Una tarde, fui al apartamento de Raúl Escari con la premeditada idea de que me orientara acerca del significado de la expresión registro lingüístico, para mí el más grande de los enigmas de la cuartilla en la que Marguerite Duras me había dado instrucciones para escribir una novela. «¿De verdad quieres saber eso?», me preguntó Raúl en cuanto le dije en su casa que quería saber aquello. «¿Así que sabes lo que es?», le dije ilusionado. «Lo sé, pero me aburre decírtelo», me contestó. Y añadió: «Actúa en lugar de preguntar.» Esto último evidentemente me desconcertó y me llevó a querer saber qué había querido decirme. «Que preguntas demasiado cuando en realidad deberías pasar a la acción, en este caso ponerte a escribir sin más. En cuanto lo hagas sin preguntarte tantas cosas te encontrarás de frente con el registro lingüístico.»
Volvíamos a estar como al comienzo de la conversación. «¿Y no podrías decirme cómo es, qué rasgos tiene el registro lingüístico?» Con un enorme fastidio por tener que explicarme aquello, Raúl acabó diciéndome: «No se habla lo mismo en el salón que en el cuartel, en familia que entre estudiantes, o en una reunión política, o en la iglesia, o en el bar de la esquina. ¿Captas ahora el asunto? Por cierto, podríamos ir al bar de la esquina.»

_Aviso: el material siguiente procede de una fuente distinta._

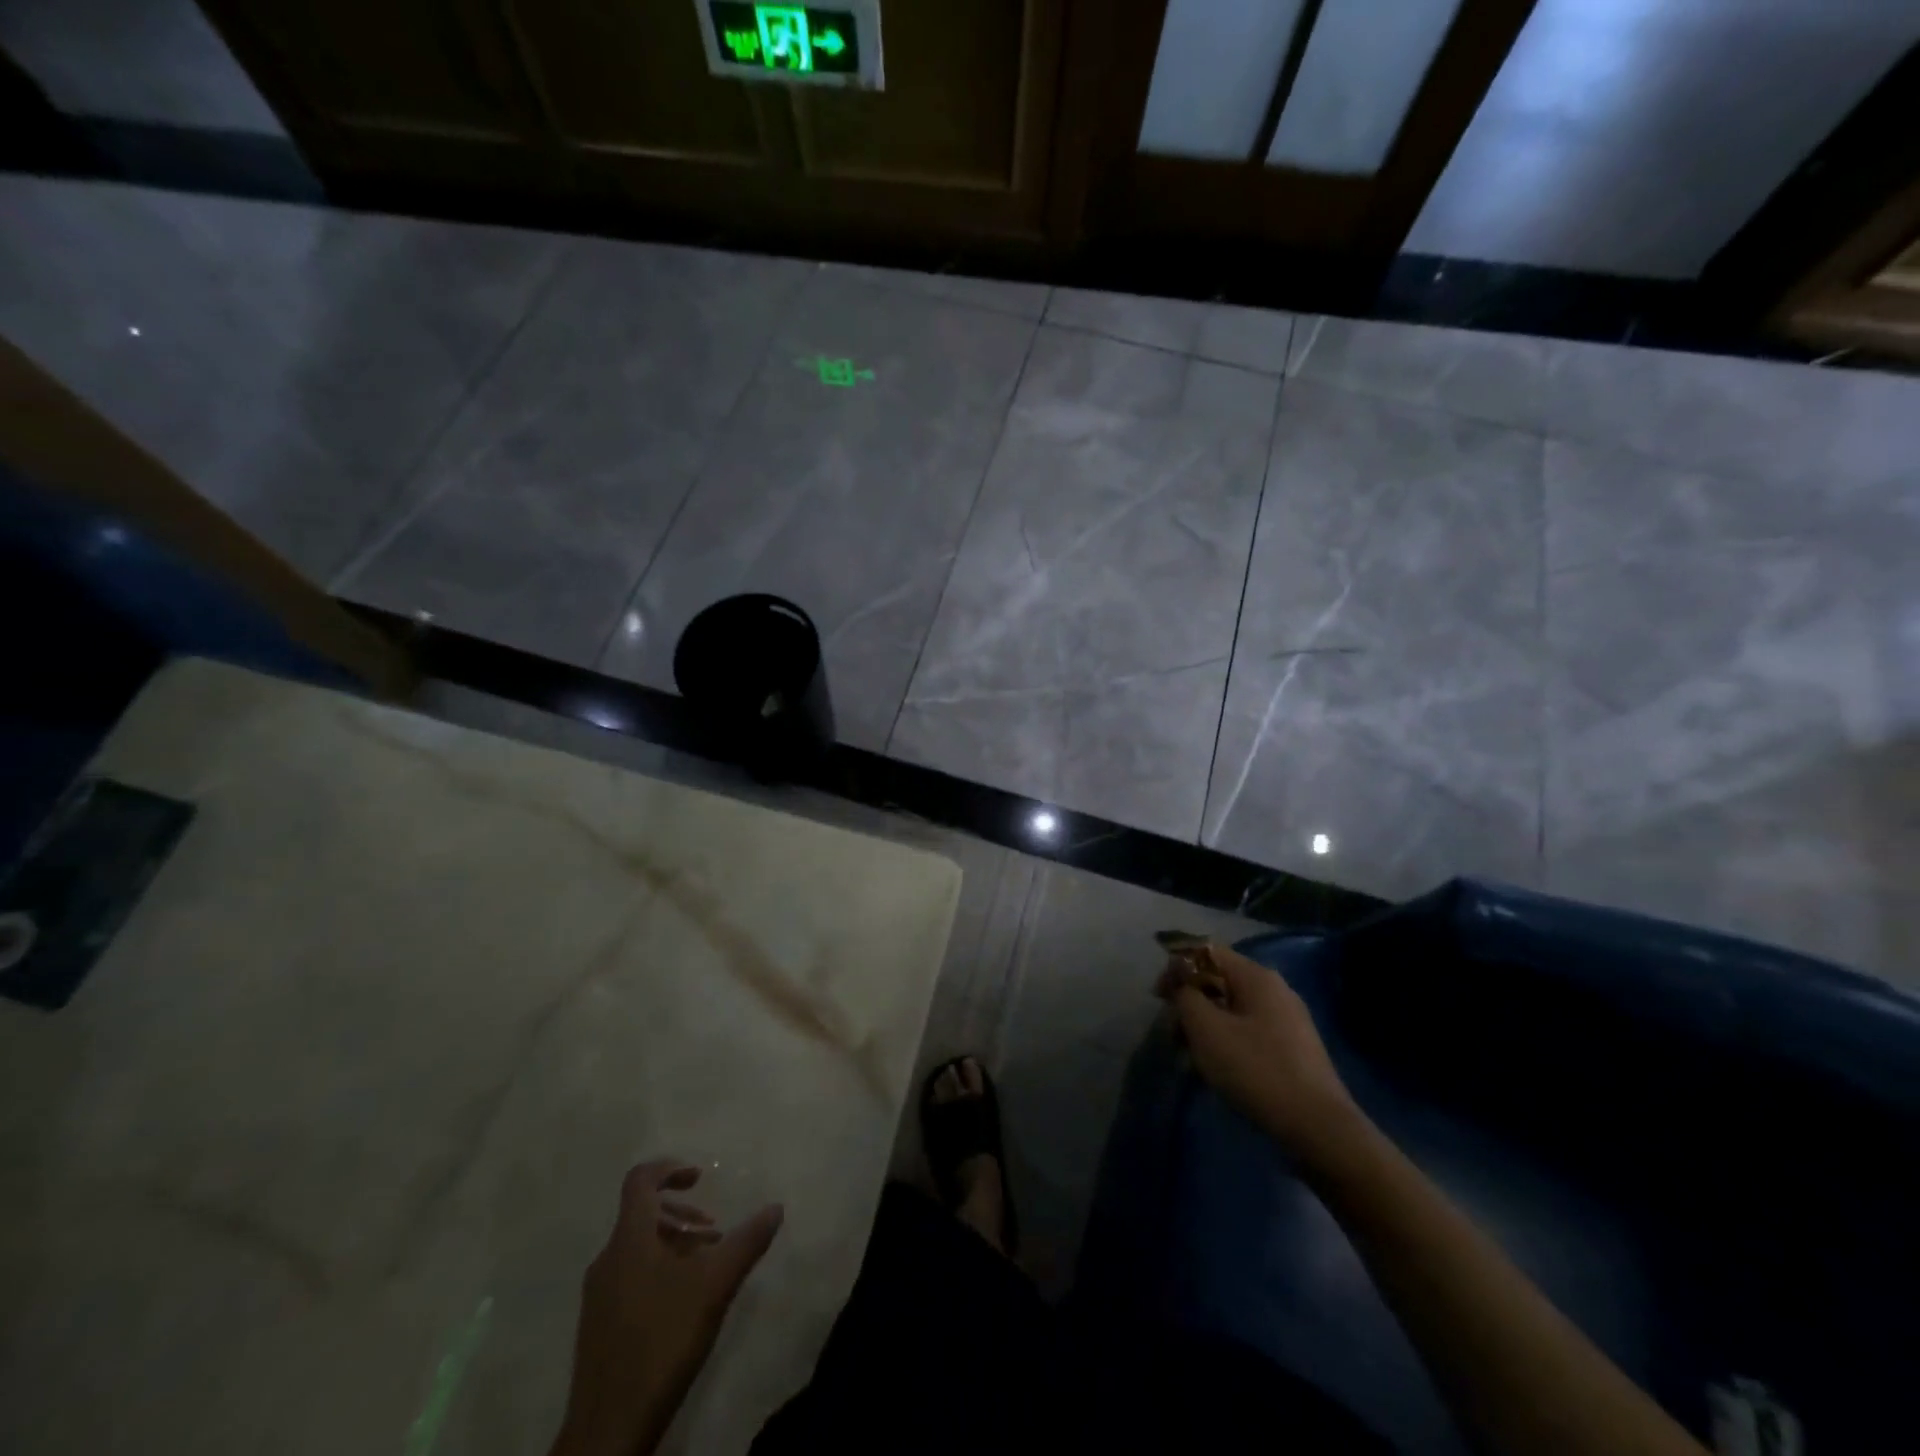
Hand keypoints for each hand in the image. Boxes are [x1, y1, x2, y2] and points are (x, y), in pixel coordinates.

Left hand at [549, 1161, 783, 1455]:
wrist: (608, 1430)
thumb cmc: (662, 1341)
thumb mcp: (715, 1286)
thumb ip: (747, 1242)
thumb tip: (776, 1207)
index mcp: (629, 1239)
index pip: (640, 1181)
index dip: (669, 1168)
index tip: (700, 1175)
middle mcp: (607, 1259)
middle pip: (641, 1214)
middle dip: (681, 1213)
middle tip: (714, 1231)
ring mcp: (598, 1295)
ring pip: (637, 1247)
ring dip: (673, 1244)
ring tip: (705, 1267)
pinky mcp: (598, 1325)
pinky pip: (629, 1275)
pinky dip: (658, 1270)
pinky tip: (682, 1302)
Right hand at [1157, 942, 1360, 1166]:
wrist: (1318, 1128)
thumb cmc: (1256, 1070)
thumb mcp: (1206, 1028)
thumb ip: (1185, 995)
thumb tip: (1181, 982)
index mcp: (1256, 976)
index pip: (1206, 952)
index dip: (1177, 968)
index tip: (1159, 999)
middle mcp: (1275, 989)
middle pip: (1219, 981)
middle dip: (1190, 1002)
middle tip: (1174, 1034)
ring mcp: (1288, 1019)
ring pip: (1232, 1009)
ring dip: (1206, 1026)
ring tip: (1193, 1057)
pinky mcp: (1293, 1048)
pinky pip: (1248, 1031)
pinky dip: (1227, 1041)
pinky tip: (1220, 1069)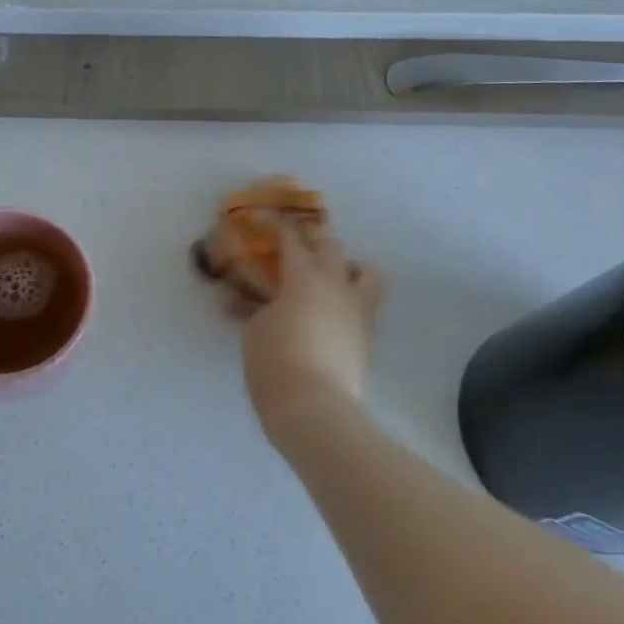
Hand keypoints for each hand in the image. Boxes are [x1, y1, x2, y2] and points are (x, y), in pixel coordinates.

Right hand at [239, 229, 383, 422]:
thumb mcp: (256, 329)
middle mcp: (336, 285)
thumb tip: (260, 300)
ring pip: (364, 270)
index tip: (267, 215)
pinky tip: (334, 307)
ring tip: (332, 272)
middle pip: (330, 246)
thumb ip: (259, 305)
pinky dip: (352, 295)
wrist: (314, 407)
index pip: (291, 240)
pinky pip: (366, 301)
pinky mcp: (366, 335)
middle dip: (313, 235)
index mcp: (304, 277)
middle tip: (298, 234)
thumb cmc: (275, 361)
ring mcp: (357, 309)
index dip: (277, 225)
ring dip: (347, 264)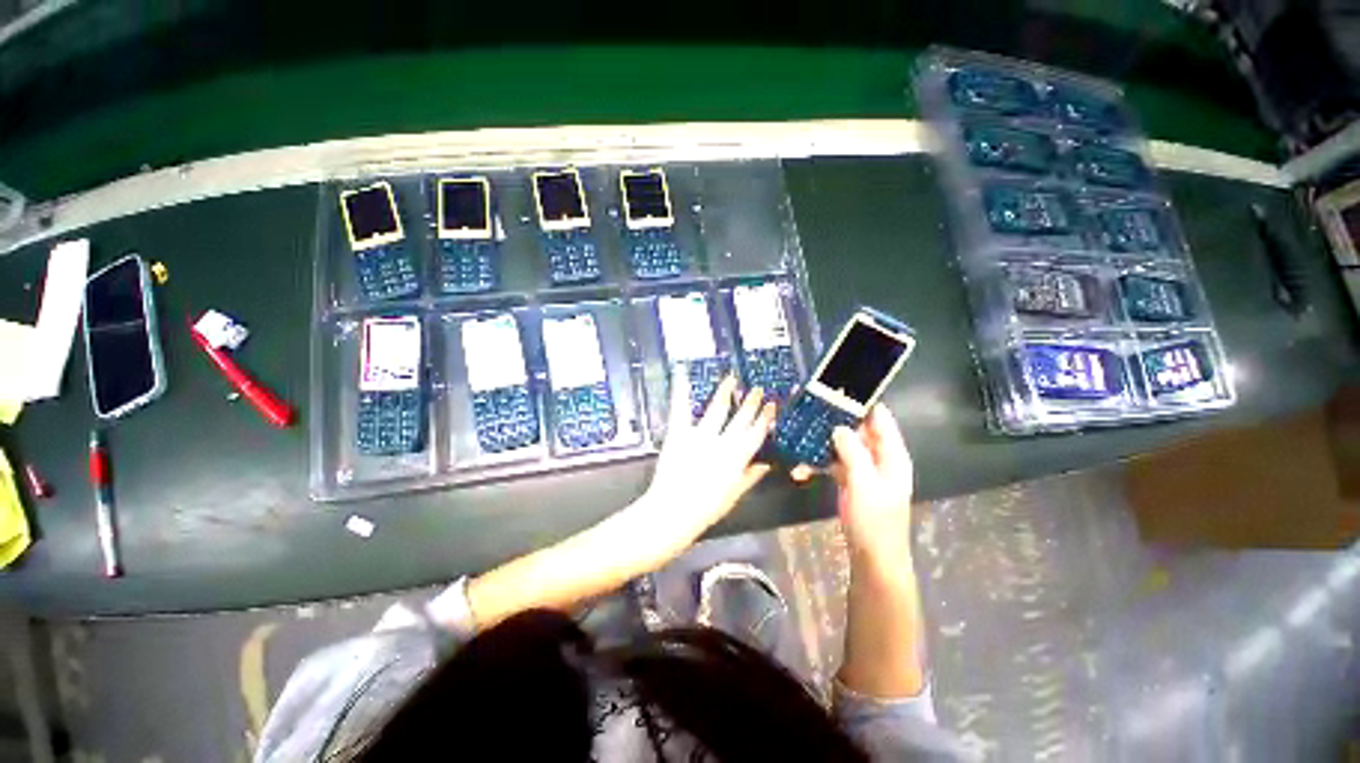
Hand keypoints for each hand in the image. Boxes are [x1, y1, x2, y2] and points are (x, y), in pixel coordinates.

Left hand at [638, 366, 775, 560]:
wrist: (673, 511)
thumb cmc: (706, 509)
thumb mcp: (733, 496)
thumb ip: (750, 477)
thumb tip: (766, 465)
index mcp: (738, 458)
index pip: (756, 434)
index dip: (765, 418)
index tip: (771, 406)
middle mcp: (723, 443)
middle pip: (741, 418)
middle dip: (751, 403)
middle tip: (758, 389)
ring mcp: (700, 436)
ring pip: (718, 409)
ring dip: (725, 393)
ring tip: (732, 379)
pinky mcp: (679, 433)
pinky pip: (681, 409)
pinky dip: (681, 391)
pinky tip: (682, 374)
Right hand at [800, 405, 914, 566]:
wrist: (872, 558)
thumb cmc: (874, 521)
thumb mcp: (863, 483)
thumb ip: (852, 452)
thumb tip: (839, 427)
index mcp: (892, 456)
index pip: (880, 419)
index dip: (861, 403)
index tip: (835, 391)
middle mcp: (880, 458)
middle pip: (858, 430)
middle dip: (835, 422)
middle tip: (810, 412)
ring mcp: (865, 470)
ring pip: (843, 447)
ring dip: (823, 445)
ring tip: (800, 440)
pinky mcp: (851, 482)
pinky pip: (835, 464)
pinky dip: (820, 464)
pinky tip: (801, 469)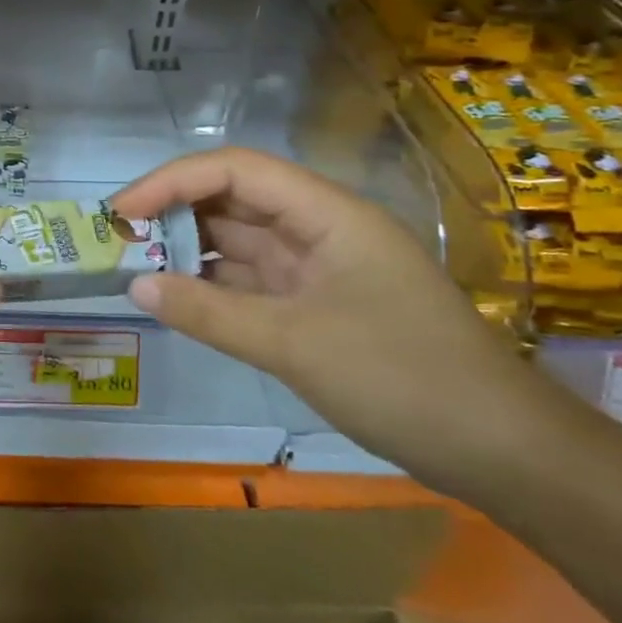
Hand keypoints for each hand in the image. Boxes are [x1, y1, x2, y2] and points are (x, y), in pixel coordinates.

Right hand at [110, 148, 554, 495]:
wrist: (504, 452)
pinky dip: (213, 286)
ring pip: (239, 242)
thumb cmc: (402, 378)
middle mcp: (320, 228)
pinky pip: (252, 281)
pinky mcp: (318, 305)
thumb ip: (208, 312)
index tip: (121, 211)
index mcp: (326, 213)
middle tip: (117, 239)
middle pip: (233, 200)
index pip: (235, 170)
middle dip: (173, 213)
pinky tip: (176, 297)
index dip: (171, 181)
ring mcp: (319, 268)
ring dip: (189, 251)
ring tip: (133, 265)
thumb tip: (135, 284)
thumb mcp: (293, 344)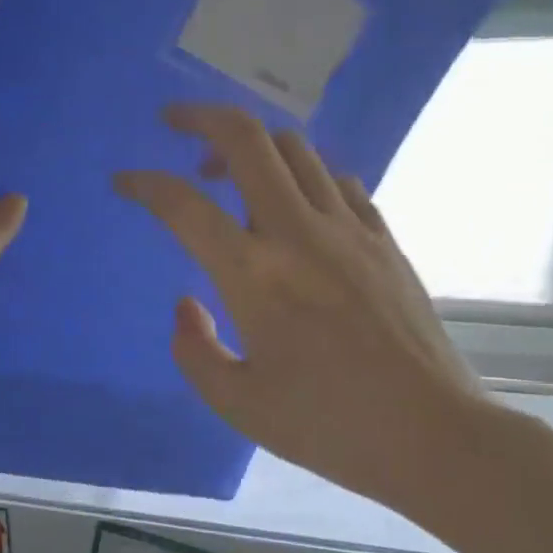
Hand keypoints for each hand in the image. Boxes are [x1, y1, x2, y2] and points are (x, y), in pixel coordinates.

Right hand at [115, 105, 503, 522]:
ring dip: (253, 145)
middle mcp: (299, 234)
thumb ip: (194, 350)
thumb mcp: (236, 404)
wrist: (430, 434)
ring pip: (297, 150)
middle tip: (174, 123)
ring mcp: (350, 230)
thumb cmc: (327, 425)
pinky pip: (339, 181)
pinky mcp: (385, 240)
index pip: (184, 206)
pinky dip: (305, 176)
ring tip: (229, 170)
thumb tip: (186, 304)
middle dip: (202, 118)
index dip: (145, 185)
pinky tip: (296, 205)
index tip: (123, 182)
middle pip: (247, 140)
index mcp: (253, 276)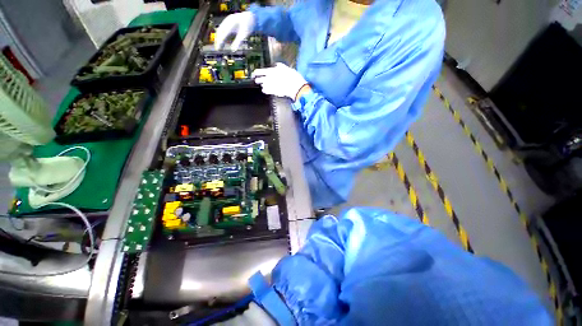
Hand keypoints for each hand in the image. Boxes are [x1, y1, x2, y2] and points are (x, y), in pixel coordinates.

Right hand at [214, 12, 255, 50]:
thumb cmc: (248, 26)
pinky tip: (222, 41)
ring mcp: (227, 20)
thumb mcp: (244, 34)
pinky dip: (221, 35)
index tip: (218, 49)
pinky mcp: (228, 21)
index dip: (220, 42)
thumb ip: (238, 42)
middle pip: (220, 32)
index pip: (223, 34)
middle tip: (217, 49)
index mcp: (231, 23)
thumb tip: (233, 50)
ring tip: (218, 46)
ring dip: (219, 38)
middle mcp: (227, 21)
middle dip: (218, 40)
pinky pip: (222, 29)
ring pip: (220, 30)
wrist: (251, 16)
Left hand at [252, 63, 307, 99]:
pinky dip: (266, 90)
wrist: (296, 87)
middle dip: (258, 80)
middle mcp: (269, 79)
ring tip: (266, 85)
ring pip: (262, 86)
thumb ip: (279, 67)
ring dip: (263, 85)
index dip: (255, 73)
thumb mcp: (286, 68)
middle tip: (258, 80)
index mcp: (272, 71)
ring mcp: (271, 86)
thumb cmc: (293, 77)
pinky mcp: (273, 92)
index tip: (253, 74)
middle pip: (258, 80)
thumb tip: (275, 66)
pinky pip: (266, 91)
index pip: (259, 71)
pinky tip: (268, 90)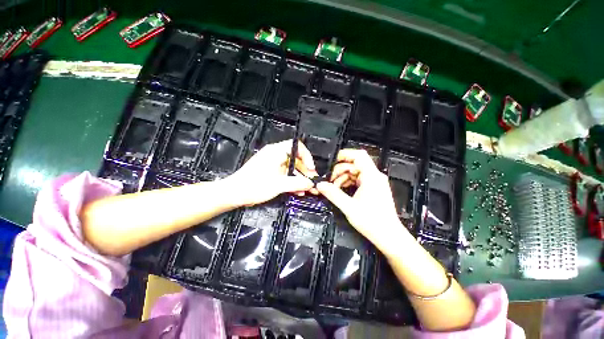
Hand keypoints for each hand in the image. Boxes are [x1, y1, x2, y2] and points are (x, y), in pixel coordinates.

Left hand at [225, 140, 317, 206]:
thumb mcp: (278, 184)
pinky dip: (292, 182)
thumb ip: (297, 183)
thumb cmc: (252, 185)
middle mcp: (275, 155)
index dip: (307, 156)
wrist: (234, 193)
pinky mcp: (271, 172)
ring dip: (300, 179)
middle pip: (296, 160)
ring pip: (291, 169)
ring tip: (308, 189)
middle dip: (306, 171)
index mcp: (276, 152)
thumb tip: (310, 183)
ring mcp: (273, 164)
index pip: (296, 147)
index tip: (311, 168)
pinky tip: (298, 191)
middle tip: (312, 181)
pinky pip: (285, 175)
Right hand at [316, 149, 407, 252]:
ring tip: (334, 188)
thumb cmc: (372, 222)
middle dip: (340, 170)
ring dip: (343, 177)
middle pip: (354, 164)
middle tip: (330, 181)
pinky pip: (358, 179)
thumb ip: (333, 194)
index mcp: (371, 176)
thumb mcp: (349, 207)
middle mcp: (374, 176)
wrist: (388, 236)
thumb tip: (320, 185)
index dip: (345, 154)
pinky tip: (341, 190)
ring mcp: (374, 182)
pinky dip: (348, 182)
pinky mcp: (373, 188)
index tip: (332, 161)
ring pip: (355, 172)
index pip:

Ya en el bar de la esquina, se dignó decirme: «Cambiamos de lenguaje conforme cambiamos de ambiente. ¿Captas?» «Pero tú», le dije, «hablas igual en este bar que en tu casa.» «Pero si ahora se sentara con nosotros, por ejemplo, tu madre, yo hablaría en un registro distinto.» «Capto», le dije. Entonces, como si le hubiera molestado que hubiera captado tanto, añadió: «En realidad no deberíamos hablar aquí en este bar de registros lingüísticos sino de variedades diafásicas, que son los diversos comportamientos idiomáticos que puede adoptar un mismo individuo según la situación comunicativa en que se encuentre.»
«¿Y no es lo mismo un registro lingüístico que una variedad diafásica?», pregunté. «Claro que sí», respondió, «¿ves como ya sabes qué es un registro?» En efecto, ya sabía lo que era, aunque lo había aprendido por un tortuoso, quizá en realidad muy sutil e inteligente, camino. Cambié de tema. Decidí averiguar por qué él, siendo claramente un escritor, no escribía desde hacía años. De pronto, le pregunté en qué registro escribiría en el caso de que escribiera. No me contestó. Insistí y siguió igual, no obtuve respuesta alguna. Sólo una sonrisa, una sonrisa perfecta. Su registro, el más elegante que he conocido en mi vida, era pariente de la risa y del silencio.